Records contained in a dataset
***

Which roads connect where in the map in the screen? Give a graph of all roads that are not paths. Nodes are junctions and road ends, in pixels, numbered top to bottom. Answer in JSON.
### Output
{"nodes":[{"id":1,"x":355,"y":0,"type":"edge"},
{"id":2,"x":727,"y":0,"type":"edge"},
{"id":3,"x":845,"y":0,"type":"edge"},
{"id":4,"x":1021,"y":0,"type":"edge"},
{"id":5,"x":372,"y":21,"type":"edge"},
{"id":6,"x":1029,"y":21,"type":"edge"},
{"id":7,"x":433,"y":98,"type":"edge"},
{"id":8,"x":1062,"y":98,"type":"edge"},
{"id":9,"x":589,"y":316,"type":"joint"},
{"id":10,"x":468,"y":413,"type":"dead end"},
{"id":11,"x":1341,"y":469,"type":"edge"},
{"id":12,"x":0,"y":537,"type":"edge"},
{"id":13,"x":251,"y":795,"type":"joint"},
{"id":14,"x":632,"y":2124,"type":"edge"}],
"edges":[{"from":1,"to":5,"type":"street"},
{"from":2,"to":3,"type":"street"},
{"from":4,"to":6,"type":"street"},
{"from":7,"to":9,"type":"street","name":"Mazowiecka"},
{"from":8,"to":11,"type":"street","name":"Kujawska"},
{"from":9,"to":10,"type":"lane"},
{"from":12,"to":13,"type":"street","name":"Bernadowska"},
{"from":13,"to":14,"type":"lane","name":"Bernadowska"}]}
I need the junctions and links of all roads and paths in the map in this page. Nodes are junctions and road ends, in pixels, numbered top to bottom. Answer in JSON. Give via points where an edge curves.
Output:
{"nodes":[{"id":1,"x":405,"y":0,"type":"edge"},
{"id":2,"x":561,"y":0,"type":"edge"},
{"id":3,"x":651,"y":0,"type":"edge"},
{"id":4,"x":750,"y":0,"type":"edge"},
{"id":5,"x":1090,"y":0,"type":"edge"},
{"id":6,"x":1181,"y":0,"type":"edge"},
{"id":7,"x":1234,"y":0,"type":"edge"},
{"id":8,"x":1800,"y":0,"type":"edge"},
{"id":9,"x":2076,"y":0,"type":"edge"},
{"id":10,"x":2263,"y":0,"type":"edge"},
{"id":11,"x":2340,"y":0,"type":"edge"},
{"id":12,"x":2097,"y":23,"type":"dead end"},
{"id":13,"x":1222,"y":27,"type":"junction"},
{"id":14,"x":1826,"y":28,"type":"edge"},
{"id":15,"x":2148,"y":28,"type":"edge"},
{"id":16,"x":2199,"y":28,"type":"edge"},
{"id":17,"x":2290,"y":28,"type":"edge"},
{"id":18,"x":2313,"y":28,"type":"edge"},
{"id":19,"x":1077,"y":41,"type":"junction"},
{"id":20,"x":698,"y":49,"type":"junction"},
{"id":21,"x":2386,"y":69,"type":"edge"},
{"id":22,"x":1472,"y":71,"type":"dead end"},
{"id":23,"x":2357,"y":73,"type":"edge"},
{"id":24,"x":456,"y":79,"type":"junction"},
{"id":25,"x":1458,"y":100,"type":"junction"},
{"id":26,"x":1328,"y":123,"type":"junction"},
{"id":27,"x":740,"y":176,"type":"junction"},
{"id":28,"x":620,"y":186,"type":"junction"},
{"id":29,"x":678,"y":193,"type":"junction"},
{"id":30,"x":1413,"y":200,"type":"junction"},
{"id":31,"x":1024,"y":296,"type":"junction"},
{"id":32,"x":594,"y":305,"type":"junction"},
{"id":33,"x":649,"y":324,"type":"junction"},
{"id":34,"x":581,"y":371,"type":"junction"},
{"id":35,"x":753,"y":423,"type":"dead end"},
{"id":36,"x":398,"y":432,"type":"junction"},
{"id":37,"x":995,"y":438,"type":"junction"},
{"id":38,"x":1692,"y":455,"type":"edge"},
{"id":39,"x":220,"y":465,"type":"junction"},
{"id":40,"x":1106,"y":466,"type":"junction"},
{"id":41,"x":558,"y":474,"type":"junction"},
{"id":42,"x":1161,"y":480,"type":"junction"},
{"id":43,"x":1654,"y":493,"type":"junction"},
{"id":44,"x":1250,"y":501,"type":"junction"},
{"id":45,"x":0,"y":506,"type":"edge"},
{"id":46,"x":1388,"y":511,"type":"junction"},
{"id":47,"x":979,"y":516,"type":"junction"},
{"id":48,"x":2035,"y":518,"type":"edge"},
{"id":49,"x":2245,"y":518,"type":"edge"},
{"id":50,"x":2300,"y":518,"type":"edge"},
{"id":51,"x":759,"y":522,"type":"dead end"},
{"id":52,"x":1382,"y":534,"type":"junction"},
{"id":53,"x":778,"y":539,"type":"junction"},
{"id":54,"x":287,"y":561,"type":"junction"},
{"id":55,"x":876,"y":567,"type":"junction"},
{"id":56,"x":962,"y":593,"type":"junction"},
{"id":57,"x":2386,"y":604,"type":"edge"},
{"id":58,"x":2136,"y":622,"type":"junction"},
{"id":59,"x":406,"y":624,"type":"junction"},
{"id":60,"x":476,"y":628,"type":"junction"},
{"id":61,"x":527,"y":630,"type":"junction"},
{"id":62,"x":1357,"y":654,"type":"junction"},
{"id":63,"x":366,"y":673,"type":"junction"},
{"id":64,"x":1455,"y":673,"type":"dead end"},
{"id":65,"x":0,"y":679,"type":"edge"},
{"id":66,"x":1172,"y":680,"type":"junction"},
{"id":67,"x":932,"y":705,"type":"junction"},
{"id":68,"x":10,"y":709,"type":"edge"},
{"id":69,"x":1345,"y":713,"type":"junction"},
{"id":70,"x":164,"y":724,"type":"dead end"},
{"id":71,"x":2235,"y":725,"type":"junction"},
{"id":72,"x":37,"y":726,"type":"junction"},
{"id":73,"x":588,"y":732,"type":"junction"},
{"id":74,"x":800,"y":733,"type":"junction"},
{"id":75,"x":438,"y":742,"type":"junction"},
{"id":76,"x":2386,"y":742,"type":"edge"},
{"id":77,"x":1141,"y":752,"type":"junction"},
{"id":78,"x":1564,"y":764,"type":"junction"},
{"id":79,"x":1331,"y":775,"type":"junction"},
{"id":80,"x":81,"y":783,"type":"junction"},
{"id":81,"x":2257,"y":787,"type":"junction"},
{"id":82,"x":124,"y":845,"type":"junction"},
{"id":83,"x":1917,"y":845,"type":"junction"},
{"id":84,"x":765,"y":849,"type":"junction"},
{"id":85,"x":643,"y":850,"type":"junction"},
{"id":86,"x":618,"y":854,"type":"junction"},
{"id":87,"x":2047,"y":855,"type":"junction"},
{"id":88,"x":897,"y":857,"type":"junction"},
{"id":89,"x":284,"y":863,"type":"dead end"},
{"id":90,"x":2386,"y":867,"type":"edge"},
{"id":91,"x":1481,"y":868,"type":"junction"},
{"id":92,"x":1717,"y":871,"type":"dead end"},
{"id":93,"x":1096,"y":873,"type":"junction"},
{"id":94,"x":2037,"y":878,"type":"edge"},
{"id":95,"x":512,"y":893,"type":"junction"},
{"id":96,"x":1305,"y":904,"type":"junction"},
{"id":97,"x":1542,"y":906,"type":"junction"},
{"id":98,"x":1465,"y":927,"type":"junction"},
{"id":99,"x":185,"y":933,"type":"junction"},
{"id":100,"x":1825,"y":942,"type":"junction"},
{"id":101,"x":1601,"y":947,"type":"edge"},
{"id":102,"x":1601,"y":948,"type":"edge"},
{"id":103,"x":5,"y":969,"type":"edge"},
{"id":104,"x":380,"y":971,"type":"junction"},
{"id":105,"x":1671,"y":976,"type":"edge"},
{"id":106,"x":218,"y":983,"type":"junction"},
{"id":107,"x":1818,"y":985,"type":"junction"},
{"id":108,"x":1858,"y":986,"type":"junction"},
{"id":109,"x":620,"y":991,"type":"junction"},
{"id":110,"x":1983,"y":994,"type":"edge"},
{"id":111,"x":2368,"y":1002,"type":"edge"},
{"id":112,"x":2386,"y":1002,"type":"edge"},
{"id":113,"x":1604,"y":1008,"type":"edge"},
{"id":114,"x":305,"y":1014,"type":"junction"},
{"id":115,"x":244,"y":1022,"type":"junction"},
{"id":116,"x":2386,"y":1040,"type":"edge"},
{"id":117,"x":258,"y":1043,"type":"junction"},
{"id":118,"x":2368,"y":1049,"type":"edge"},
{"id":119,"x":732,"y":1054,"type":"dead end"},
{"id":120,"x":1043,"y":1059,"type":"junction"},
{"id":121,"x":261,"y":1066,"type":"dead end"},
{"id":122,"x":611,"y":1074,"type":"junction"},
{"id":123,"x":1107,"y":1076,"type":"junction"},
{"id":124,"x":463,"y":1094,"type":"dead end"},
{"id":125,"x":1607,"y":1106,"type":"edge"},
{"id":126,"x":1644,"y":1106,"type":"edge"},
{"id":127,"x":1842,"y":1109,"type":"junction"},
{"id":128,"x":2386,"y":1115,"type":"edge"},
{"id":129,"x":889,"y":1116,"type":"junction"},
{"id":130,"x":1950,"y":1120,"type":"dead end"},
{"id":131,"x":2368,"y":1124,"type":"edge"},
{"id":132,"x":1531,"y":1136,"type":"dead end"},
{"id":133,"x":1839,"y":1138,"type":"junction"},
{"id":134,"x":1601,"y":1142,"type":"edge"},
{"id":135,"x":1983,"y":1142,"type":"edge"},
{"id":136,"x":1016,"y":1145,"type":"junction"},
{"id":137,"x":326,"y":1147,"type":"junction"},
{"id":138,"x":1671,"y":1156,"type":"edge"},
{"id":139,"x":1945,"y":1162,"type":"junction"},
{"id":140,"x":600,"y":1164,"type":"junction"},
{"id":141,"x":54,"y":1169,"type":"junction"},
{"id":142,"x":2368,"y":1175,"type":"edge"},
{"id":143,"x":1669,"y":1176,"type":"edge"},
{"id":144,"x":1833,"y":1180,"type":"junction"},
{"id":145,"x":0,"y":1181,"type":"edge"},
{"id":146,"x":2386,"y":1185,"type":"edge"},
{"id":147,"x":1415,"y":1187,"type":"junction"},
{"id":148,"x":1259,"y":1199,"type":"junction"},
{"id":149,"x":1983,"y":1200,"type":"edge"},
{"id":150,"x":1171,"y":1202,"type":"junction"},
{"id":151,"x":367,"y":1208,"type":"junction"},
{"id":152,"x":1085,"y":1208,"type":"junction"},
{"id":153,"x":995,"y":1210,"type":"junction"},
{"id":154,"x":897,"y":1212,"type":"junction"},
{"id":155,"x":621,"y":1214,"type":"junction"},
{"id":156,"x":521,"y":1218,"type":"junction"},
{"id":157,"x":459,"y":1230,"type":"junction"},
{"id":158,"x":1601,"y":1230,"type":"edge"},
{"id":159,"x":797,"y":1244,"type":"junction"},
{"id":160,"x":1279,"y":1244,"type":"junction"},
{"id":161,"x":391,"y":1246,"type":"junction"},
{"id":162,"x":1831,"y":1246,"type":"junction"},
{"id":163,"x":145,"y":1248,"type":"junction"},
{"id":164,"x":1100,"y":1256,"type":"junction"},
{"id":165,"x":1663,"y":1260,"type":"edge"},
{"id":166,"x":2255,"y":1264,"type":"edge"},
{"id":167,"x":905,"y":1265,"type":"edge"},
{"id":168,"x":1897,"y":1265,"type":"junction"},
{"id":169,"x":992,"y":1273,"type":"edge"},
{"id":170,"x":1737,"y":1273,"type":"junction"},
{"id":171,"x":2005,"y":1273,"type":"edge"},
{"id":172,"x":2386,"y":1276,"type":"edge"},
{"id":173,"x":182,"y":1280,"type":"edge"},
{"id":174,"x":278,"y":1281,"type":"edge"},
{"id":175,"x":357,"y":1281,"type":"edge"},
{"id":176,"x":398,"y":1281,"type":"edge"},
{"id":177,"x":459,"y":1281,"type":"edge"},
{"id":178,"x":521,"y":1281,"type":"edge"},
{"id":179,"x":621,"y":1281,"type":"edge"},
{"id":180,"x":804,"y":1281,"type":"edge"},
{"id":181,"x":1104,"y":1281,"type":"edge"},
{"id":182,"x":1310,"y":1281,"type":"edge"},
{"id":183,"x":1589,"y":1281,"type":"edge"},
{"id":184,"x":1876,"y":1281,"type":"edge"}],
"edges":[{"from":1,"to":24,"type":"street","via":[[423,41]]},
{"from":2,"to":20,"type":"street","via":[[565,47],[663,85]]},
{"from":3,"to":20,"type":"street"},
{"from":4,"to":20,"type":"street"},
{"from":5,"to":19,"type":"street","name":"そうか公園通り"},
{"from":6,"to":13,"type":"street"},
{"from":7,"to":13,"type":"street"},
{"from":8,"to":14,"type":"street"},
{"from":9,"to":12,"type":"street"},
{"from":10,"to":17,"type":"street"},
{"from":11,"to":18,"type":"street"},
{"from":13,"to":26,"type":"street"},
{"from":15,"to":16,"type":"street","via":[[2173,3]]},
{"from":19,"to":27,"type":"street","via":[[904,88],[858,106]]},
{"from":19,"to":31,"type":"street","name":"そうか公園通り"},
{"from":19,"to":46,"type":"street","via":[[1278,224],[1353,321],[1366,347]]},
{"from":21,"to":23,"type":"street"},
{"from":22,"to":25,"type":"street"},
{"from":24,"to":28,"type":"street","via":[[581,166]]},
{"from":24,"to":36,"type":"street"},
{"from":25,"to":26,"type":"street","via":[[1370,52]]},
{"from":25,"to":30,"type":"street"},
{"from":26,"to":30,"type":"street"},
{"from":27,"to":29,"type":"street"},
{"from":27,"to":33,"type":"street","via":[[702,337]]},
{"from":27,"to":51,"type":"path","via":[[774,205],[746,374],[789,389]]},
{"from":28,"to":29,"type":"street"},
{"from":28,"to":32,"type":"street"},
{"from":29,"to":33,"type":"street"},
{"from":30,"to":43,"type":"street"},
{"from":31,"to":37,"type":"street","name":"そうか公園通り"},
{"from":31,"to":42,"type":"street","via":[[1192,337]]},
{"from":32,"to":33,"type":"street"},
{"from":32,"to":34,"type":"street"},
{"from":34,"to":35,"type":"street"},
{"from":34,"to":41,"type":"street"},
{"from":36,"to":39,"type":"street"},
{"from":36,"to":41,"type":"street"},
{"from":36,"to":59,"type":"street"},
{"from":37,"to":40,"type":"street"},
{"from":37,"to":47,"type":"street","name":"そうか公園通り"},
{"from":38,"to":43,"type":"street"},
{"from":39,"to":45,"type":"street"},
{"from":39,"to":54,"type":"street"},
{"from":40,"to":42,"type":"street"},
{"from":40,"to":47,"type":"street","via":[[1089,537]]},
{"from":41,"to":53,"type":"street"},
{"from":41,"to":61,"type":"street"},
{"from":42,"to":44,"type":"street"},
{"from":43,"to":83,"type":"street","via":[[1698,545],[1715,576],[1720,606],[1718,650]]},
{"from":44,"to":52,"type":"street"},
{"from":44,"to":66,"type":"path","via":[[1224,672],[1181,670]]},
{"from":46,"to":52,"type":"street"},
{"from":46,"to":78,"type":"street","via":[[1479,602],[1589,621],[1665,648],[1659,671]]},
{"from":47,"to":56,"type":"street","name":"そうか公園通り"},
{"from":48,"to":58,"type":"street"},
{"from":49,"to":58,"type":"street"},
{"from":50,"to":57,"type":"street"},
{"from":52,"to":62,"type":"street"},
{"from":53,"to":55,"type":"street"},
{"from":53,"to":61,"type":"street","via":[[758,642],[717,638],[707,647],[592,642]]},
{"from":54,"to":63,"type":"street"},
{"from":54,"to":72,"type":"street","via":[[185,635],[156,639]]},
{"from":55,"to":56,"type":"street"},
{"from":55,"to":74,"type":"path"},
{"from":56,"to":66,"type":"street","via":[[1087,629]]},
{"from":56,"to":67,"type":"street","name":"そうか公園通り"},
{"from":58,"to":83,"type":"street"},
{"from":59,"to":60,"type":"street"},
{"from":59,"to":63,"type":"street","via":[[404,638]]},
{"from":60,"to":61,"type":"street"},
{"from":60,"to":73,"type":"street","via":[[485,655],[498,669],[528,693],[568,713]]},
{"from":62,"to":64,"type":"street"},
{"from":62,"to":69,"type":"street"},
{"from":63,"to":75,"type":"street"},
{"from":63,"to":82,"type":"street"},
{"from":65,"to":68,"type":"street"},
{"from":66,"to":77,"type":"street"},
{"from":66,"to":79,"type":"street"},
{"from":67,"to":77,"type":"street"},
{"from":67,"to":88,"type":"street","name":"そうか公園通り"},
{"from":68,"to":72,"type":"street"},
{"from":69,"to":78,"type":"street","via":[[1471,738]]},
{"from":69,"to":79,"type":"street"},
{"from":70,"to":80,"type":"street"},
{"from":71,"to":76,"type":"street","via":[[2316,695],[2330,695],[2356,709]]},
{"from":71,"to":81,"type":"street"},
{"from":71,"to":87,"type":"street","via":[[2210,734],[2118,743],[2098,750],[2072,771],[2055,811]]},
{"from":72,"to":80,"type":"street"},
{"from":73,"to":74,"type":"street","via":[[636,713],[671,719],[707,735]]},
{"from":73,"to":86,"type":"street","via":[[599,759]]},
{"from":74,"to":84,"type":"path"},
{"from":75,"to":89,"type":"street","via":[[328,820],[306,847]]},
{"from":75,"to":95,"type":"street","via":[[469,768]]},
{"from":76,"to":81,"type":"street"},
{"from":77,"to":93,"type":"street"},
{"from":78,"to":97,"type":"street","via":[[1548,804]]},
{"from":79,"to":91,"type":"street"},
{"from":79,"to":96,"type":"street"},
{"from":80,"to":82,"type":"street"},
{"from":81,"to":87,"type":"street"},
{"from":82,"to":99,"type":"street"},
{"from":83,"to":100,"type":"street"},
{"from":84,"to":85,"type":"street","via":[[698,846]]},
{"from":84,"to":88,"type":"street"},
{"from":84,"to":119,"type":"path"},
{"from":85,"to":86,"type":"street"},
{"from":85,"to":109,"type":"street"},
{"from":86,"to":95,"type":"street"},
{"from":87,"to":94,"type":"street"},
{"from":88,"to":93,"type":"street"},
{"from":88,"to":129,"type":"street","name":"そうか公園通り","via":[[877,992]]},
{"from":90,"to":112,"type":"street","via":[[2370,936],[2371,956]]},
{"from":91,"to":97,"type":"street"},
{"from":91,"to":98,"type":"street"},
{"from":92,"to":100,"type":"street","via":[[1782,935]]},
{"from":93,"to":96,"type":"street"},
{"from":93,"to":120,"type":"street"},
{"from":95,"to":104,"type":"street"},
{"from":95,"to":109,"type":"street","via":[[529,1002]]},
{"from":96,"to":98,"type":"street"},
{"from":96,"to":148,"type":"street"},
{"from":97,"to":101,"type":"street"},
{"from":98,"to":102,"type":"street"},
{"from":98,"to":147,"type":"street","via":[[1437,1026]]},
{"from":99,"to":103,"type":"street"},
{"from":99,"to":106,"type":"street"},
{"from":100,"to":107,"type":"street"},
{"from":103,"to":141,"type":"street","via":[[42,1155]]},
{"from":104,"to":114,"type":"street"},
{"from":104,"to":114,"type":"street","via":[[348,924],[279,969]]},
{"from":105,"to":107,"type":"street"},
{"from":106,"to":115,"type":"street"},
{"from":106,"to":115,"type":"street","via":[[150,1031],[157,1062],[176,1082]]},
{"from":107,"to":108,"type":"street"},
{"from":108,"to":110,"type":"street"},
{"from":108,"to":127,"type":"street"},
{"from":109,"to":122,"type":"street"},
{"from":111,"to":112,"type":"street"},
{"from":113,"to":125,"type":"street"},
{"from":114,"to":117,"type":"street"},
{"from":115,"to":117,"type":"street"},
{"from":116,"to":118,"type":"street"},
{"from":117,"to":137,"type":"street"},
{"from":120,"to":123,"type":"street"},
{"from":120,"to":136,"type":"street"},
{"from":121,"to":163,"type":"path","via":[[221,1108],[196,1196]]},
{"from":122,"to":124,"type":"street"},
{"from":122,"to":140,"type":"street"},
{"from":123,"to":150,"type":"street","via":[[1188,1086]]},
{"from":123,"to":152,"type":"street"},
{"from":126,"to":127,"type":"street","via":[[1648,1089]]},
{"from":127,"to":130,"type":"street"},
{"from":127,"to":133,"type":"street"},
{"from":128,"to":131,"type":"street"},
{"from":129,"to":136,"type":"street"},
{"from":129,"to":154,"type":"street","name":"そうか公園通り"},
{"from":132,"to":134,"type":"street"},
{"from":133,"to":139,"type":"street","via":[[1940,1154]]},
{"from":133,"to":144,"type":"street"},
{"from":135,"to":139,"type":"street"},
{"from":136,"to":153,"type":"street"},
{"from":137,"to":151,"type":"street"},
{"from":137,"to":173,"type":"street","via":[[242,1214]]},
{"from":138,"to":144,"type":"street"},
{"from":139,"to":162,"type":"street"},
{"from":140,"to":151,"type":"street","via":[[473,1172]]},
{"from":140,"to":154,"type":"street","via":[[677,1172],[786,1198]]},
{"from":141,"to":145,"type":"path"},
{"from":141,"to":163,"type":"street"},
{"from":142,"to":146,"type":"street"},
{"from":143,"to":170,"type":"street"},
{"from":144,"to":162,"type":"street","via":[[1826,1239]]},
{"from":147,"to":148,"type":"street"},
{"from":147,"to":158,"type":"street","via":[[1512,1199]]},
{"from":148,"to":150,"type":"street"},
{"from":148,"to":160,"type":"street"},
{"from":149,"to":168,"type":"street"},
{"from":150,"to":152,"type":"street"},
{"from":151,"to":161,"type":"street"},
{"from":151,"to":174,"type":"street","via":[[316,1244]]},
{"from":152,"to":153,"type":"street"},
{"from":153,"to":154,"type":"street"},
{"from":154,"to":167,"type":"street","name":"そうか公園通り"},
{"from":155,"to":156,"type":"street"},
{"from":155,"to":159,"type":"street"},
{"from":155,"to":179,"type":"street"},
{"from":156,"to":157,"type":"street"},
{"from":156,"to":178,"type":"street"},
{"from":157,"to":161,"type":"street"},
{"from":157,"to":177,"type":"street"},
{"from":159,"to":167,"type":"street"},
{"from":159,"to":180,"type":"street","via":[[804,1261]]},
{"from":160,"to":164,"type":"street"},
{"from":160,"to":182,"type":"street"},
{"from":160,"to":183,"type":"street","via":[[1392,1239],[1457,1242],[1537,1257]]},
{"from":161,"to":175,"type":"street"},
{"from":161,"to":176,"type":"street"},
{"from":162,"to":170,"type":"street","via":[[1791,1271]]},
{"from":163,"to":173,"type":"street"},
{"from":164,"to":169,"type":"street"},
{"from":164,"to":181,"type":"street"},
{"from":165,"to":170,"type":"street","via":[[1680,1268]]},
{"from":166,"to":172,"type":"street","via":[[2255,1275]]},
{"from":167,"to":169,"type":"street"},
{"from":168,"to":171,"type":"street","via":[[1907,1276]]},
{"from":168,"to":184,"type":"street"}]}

***

→ Work required
Wherever the word "lane" appears in the records above, copy that line.

→ Result below
{"from":9,"to":10,"type":"lane"},
{"from":13,"to":14,"type":"lane","name":"Bernadowska"}]}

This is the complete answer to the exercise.